In his Entering the Way of the Great Vehicle, Ronzompa states,

ཐེག་པ་གོང་མའི་ཚུལ་ལས་ནི།་ཀུན་གཞིའི་མཚན་ཉིད་གདོད་མ་ནས་བྱང་ཆུབ་སེམས་ཞེས་བྱ་བལ་ཉོན་མོངས་པ་དང་གནས་ངན་ལེན་གྱི་བག་ཆགས་ནི་གློ་བུར་གྱི་དྲི་མ་སྟེ་གསེར་གཡས་གཡོགས་པའམི་ནོར་བུ་རིན་པོ་ཆེ་འདམ་དུ་སྦུབས་པ་བཞིན་ཡོན་ཏན་ཅུང་ཟད་མི་སྣང་བར་ཟད་དེལ་རང་བཞིན་ཉམས་པར་བྱས་པ་མེད་དོ།

"In the higher vehicles, the characteristic of the ālaya [kun gzhi] is that it is the primordial awakened mind [bodhicitta]. The afflictions and the imprints that lead to birth in the lower realms are adventitious obscurations, like oxide covering gold, or dirt covering a precious jewel. Although the buddha qualities are temporarily hidden, their nature is not defiled."

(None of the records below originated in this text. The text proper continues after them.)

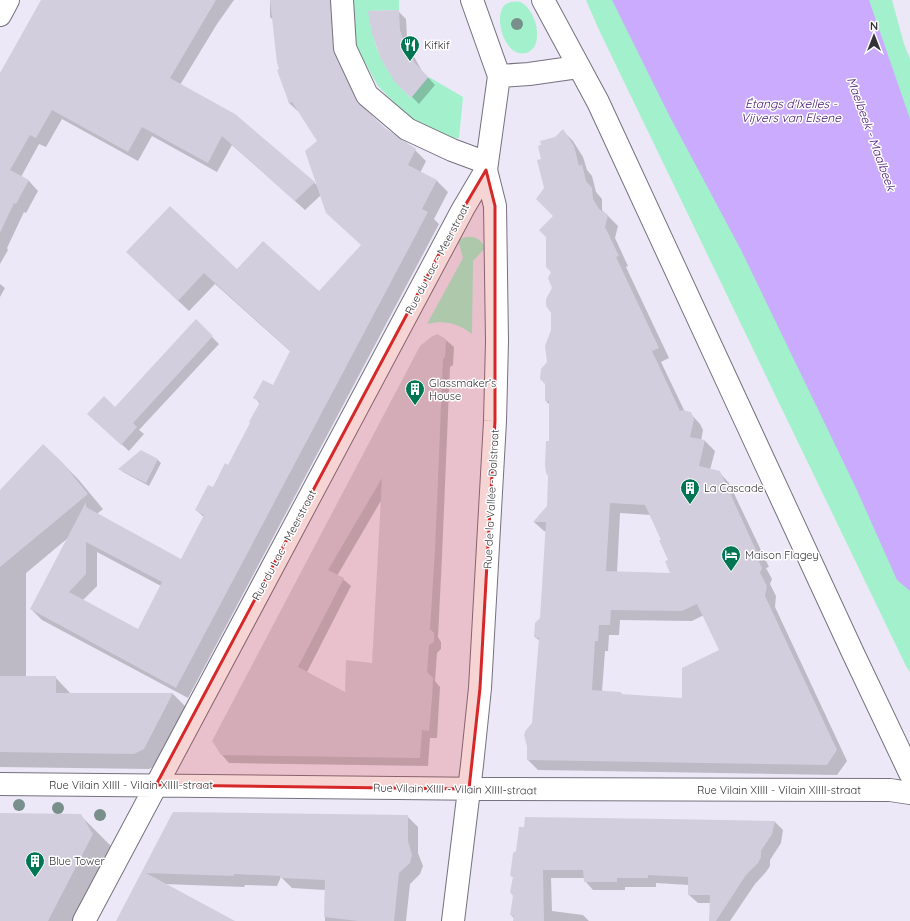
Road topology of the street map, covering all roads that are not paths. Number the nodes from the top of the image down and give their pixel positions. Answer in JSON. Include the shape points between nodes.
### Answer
{"nodes":[{"id":1,"x":8,"y":0,"type":"edge"},
{"id":2,"x":342,"y":0,"type":"edge"},
{"id":3,"x":472,"y":0,"type":"edge"},
{"id":4,"x":543,"y":0,"type":"edge"},
{"id":5,"x":0,"y":15,"type":"edge"},
{"id":6,"x":578,"y":67,"type":"junction"},
{"id":7,"x":499,"y":76,"type":"junction"},
{"id":8,"x":486,"y":167,"type":"junction"},
{"id":9,"x":910,"y":773,"type":"edge"},
{"id":10,"x":0,"y":784,"type":"edge"},
{"id":11,"x":156,"y":785,"type":"junction"},
{"id":12,"x":469,"y":789,"type":"junction"},
{"id":13,"x":910,"y":793,"type":"edge"},
{"id":14,"x":84,"y":921,"type":"edge"},
{"id":15,"x":453,"y":921,"type":"edge"}],
"edges":[{"from":1,"to":5,"type":"street"},
{"from":2,"to":8,"type":"street","via":[[345,48],[367,95],[407,129]]},
{"from":3,"to":7,"type":"street"},
{"from":4,"to":6,"type":"street"},
{"from":6,"to":7,"type":"street"},
{"from":6,"to":9,"type":"street","via":[[598,102]]},
{"from":7,"to":8,"type":"street","name":"Rue de la Vallée - Dalstraat"},
{"from":8,"to":11,"type":"street","name":"Rue du Lac - Meerstraat"},
{"from":8,"to":12,"type":"street","name":"Rue de la Vallée - Dalstraat","via":[[495,206],[495,421],[480,688]]},
{"from":10,"to":11,"type":"street","name":"Rue Vilain XIIII - Vilain XIIII-straat"},
{"from":11,"to":12,"type":"street","name":"Rue Vilain XIIII - Vilain XIIII-straat"},
{"from":11,"to":14,"type":"street","name":"Rue du Lac - Meerstraat"},
{"from":12,"to":13,"type":"street","name":"Rue Vilain XIIII - Vilain XIIII-straat","via":[[882,790]]},
{"from":12,"to":15,"type":"street","name":"Rue de la Vallée - Dalstraat"}]}
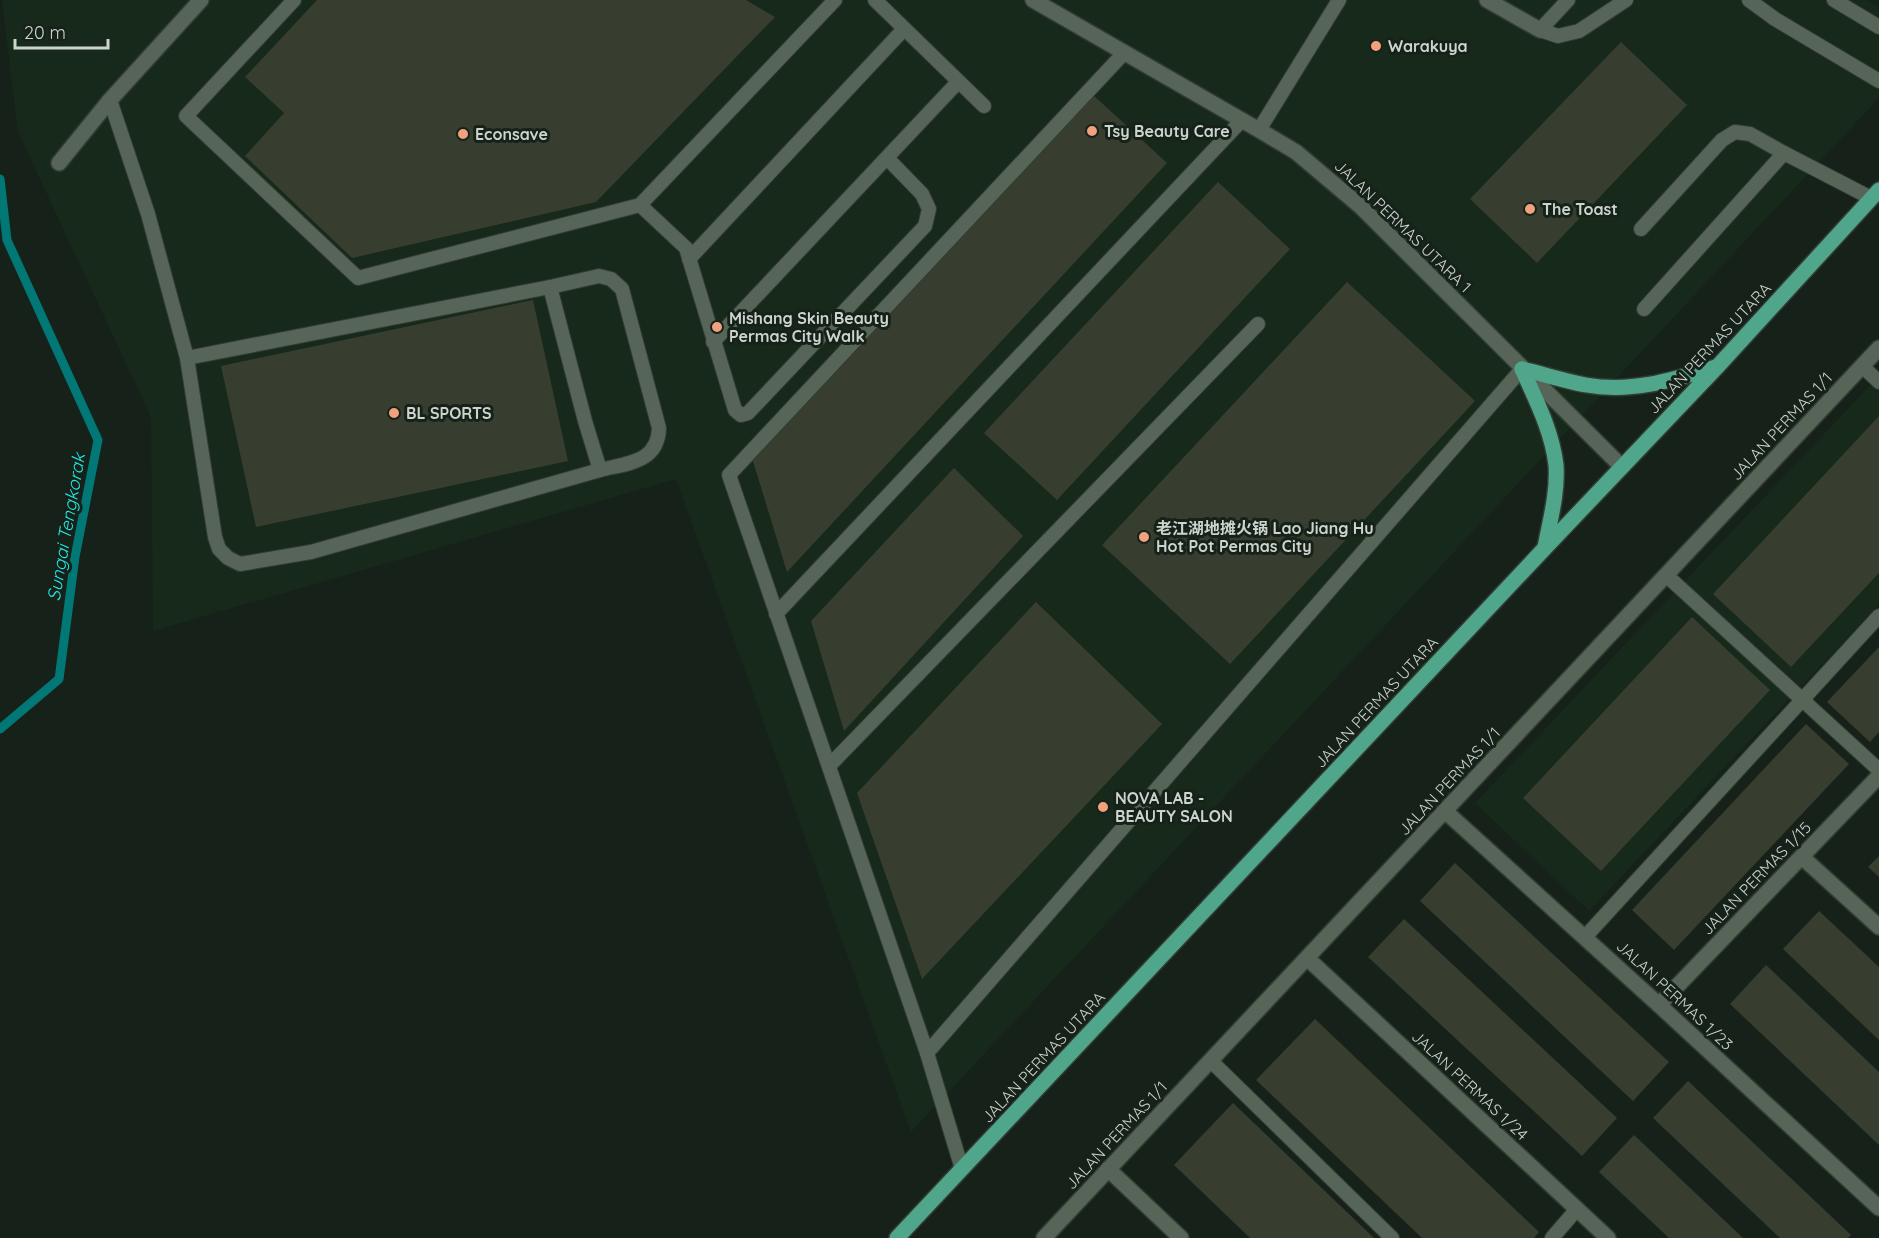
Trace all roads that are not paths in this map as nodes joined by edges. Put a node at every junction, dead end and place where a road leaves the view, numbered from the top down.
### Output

-Translated in Sam van Schaik. Approaching the Great Perfection: Simultaneous and Gradual Approaches to Dzogchen Practice in Jigme Lingpa's Longchen Nyingtig. Boston: Wisdom Publications, 2004: p. 63.

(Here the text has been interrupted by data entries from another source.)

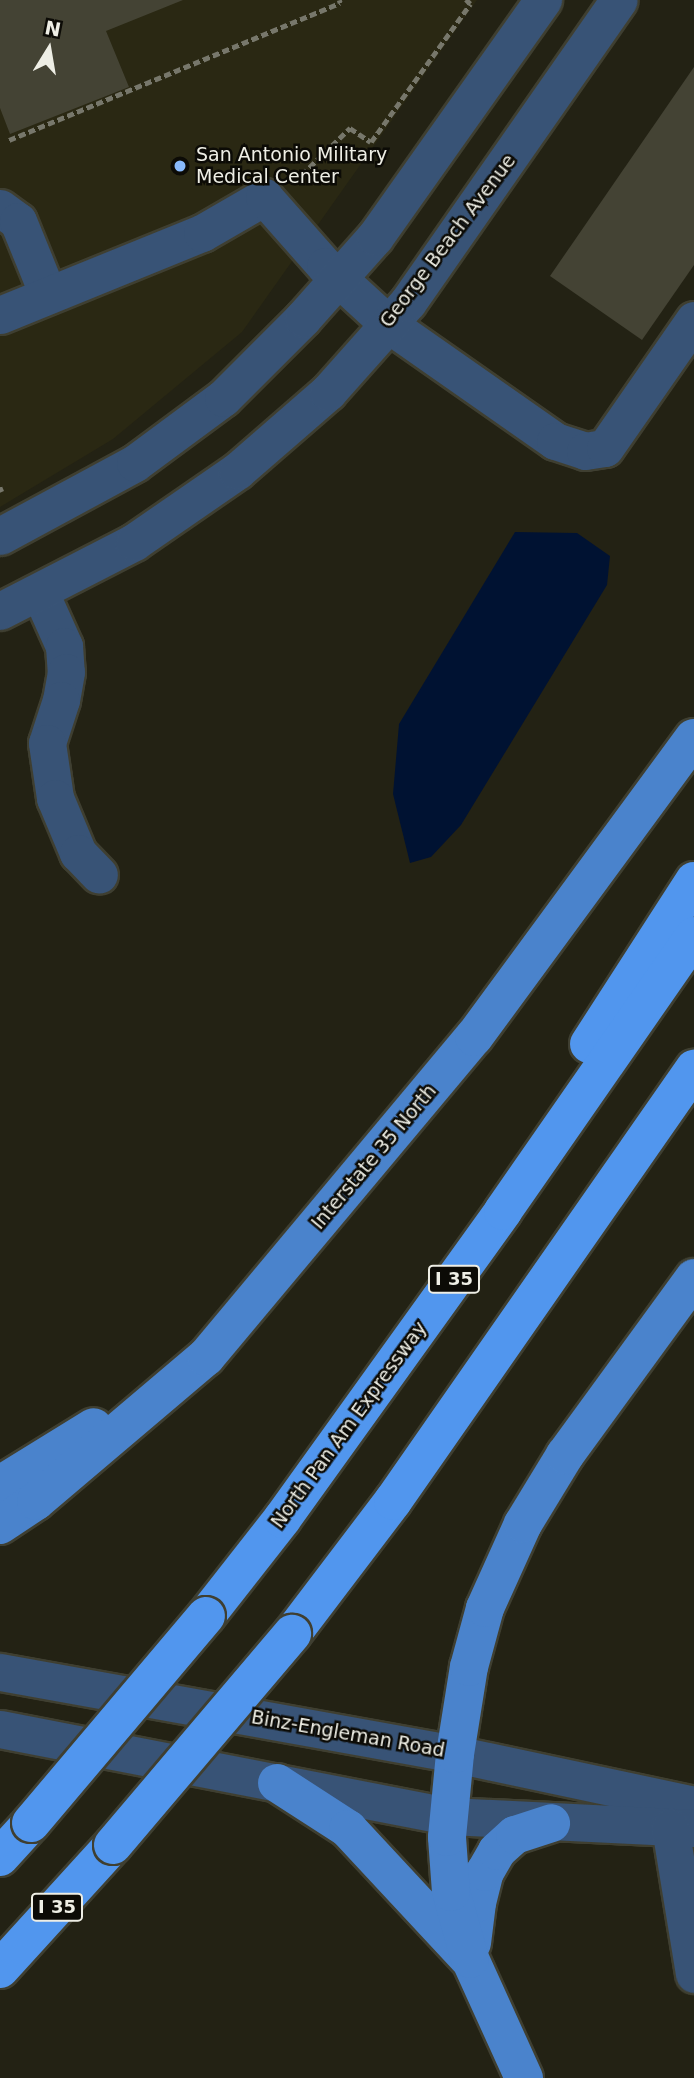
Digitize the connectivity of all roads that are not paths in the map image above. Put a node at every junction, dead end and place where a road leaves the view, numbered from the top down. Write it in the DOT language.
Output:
graph roads {
  1 [pos="543,0"];
  2 [pos="619,0"];
  3 [pos="0,208"];
  4 [pos="339,278"];
  5 [pos="48,295"];
  6 [pos="0,315"];
  7 [pos="694,320"];
  8 [pos="388,324"];
  9 [pos="0,536"];
  10 [pos="47,608"];
  11 [pos="0,611"];
  12 [pos="694,738"];
  13 [pos="99,875"];
  14 [pos="694,881"];
  15 [pos="694,936"];
  16 [pos="694,1069"];
  17 [pos="694,1278"];
  18 [pos="206,1357"];
  19 [pos="0,1485"];
  20 [pos="282,1519"];
  21 [pos="0,1525"];
  22 [pos="0,1672"];
  23 [pos="0,1729"];
  24 [pos="455,1754"];
  25 [pos="277,1783"];
  26 [pos="450,1816"];
  27 [pos="686,1820"];
  28 [pos="551,1823"];
  29 [pos="0,1857"];
  30 [pos="470,1959"];
  31 [pos="0,1969"];
  32 [pos="694,1974"];
  33 [pos="524,2078"];
  1 -- 4 [label="street"];
  2 -- 8 [label="street, George Beach Avenue"];
  3 -- 5 [label="street"];
  4 -- 5 [label="street"];
  4 -- 8 [label="street"];
  4 -- 9 [label="street"];
  5 -- 6 [label="street"];
  7 -- 8 [label="street"];
  8 -- 11 [label="street, George Beach Avenue"];
  10 -- 13 [label="street"];
  12 -- 18 [label="main road, Interstate 35 North"];
  14 -- 20 [label="highway"];
  15 -- 20 [label="highway, North Pan Am Expressway / I 35"];
  16 -- 31 [label="highway, I 35, bridge"];
  17 -- 24 [label="main road"];
  18 -- 19 [label="main road"];
  18 -- 21 [label="main road, Interstate 35 North"];
  20 -- 29 [label="highway, North Pan Am Expressway / I 35, bridge"];
  22 -- 24 [label="street, Binz-Engleman Road"];
  23 -- 25 [label="street"];
  24 -- 26 [label="main road"];
  24 -- 27 [label="street, Binz-Engleman Road"];
  25 -- 26 [label="street"];
  25 -- 30 [label="main road"];
  26 -- 28 [label="street"];
  26 -- 30 [label="main road"];
  27 -- 28 [label="street"];
  27 -- 32 [label="street"];
  28 -- 30 [label="main road"];
  30 -- 33 [label="main road"];
}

In his Treasury of Words and Meanings, Longchenpa defines for types of kun gzhi: the primordial universal ground (ye don gyi kun gzhi), the linking universal ground (sbyor ba don gyi kun gzhi), the universal ground of varied karmic propensities (bags sna tshogs pa 'i kun gzhi), and the universal ground of the karmic propensities(-derived) body (bag chags lus kyi kun gzhi).

-David F. Germano and William S. Waldron. "A Comparison of Ālaya-Vijñāna in Yogācāra and Dzogchen." In Buddhist Thought and Applied Psychological Research: Transcending Boundaries. New York: Routledge, 2006: p. 53.